Quantas vezes durante a leitura do romance de Padura não me peguei olhando para trás e vendo nossas divisões e rachas por questões tanto importantes de objetivos, estratégias e táticas, quanto por questões menores, de personalismo e prioridades corporativas que superavam e muito as questões de classe... Talvez por isso a leitura tenha sido tão truncada para mim. Pelas circunstâncias históricas que nos foram legadas ontem, quando eu fiz parte daquela história e naquelas condições, e pelas que nos foram legadas hoje, em 2023, absolutamente diferentes daquelas condições nas quais me formei politicamente.

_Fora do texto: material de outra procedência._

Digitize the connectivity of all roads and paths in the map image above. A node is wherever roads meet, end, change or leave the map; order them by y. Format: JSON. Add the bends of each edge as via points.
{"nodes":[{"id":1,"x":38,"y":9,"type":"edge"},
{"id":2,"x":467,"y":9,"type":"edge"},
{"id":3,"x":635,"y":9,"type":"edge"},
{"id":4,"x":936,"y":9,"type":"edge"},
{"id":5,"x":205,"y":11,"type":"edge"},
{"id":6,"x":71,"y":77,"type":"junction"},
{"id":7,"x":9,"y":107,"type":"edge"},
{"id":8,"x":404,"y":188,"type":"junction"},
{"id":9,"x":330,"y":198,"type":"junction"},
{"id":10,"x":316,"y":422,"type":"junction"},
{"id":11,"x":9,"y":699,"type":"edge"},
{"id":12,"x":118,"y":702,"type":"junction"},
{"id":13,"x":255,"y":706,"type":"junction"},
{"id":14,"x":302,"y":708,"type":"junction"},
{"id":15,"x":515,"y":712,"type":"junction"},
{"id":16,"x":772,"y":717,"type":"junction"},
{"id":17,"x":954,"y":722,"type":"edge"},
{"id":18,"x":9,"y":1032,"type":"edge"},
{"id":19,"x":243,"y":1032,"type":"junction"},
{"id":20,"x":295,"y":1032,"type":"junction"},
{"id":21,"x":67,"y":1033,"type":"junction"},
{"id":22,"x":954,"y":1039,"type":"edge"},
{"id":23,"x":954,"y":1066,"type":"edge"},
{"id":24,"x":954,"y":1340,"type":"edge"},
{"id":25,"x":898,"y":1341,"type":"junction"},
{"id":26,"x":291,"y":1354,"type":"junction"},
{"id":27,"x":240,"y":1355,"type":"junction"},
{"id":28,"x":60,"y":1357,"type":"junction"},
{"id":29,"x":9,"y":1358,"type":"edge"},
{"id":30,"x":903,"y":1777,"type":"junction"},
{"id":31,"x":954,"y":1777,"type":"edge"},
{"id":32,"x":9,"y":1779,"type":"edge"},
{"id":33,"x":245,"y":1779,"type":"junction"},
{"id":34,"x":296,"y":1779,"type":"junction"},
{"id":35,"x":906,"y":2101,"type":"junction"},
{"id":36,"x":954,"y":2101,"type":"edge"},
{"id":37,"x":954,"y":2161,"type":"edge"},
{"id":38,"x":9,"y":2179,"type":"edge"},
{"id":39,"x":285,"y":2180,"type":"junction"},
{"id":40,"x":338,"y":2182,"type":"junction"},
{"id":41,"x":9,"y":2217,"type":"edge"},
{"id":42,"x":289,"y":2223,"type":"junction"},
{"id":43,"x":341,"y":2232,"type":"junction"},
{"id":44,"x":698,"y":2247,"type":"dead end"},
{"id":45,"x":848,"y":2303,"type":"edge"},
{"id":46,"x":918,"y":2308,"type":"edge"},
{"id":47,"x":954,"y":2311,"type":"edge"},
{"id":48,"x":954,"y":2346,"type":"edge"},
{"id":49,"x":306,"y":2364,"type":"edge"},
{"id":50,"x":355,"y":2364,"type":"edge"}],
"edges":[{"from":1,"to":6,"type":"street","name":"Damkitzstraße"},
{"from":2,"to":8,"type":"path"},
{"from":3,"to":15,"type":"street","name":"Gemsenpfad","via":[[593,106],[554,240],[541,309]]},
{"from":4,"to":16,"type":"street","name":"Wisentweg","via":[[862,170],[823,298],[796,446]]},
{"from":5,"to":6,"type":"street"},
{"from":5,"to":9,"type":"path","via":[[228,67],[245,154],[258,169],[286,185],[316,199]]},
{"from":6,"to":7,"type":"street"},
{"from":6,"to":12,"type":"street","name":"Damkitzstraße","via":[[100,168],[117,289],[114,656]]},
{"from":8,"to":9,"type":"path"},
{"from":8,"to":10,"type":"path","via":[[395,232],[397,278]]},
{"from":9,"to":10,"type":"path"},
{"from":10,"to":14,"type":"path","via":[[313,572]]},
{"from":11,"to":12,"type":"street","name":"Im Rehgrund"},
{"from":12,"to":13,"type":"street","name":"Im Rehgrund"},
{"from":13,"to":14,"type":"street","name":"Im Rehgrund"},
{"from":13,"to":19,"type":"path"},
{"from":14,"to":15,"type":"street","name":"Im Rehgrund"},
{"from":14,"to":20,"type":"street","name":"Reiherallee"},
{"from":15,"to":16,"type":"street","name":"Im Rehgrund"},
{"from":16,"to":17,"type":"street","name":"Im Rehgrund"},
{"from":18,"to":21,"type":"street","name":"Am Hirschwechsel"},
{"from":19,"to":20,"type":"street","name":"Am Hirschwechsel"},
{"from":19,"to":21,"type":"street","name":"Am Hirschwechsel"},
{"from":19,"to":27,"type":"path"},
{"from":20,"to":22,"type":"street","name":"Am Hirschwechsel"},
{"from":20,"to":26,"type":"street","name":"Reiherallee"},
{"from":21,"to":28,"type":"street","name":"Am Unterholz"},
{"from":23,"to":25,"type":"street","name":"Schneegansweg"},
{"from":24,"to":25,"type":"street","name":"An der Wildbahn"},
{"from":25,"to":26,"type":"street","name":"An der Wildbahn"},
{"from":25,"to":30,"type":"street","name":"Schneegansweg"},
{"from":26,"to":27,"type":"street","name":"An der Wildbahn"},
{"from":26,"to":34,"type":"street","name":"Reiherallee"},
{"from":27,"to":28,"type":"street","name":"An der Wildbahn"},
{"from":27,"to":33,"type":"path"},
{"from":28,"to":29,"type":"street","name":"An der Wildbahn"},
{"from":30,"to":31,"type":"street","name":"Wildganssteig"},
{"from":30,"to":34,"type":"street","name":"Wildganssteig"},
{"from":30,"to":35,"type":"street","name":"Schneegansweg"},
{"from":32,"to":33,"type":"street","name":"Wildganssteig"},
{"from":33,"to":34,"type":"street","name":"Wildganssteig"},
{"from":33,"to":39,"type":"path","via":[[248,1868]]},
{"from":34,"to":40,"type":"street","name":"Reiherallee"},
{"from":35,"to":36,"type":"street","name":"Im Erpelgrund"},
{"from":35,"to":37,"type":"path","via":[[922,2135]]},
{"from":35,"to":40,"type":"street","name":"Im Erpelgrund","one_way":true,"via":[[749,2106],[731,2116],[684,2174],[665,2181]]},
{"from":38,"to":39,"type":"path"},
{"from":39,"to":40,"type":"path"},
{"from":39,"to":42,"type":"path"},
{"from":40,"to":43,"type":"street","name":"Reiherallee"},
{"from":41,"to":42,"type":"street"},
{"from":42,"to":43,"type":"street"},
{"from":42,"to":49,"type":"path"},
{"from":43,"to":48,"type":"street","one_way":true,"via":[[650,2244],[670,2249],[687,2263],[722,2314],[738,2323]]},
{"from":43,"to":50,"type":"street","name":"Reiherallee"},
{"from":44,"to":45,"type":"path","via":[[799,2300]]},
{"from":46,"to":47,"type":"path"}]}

É hora de terminar a postagem. O livro do escritor cubano Leonardo Padura me convenceu da qualidade excepcional de sua arte e vou ler outros livros dele. Em relação ao tempo histórico e às circunstâncias que nos foram transmitidas, eu sigo na torcida pelo nosso governo Lula e apoiando o que eu entendo ser correto - e ainda estou calado em relação ao que julgo estar errado -, mas tem coisas que saltam aos olhos em nosso governo e precisamos contribuir para que o governo dê certo porque os inimigos estão avançados em seus projetos de nos tirar do poder e de nos eliminar, porque o mundo é assim.

William


Bibliografia:

PADURA, Leonardo. O homem que amava os cachorros. Tradução de Helena Pitta. 2ª ed. - São Paulo: Boitempo, 2015.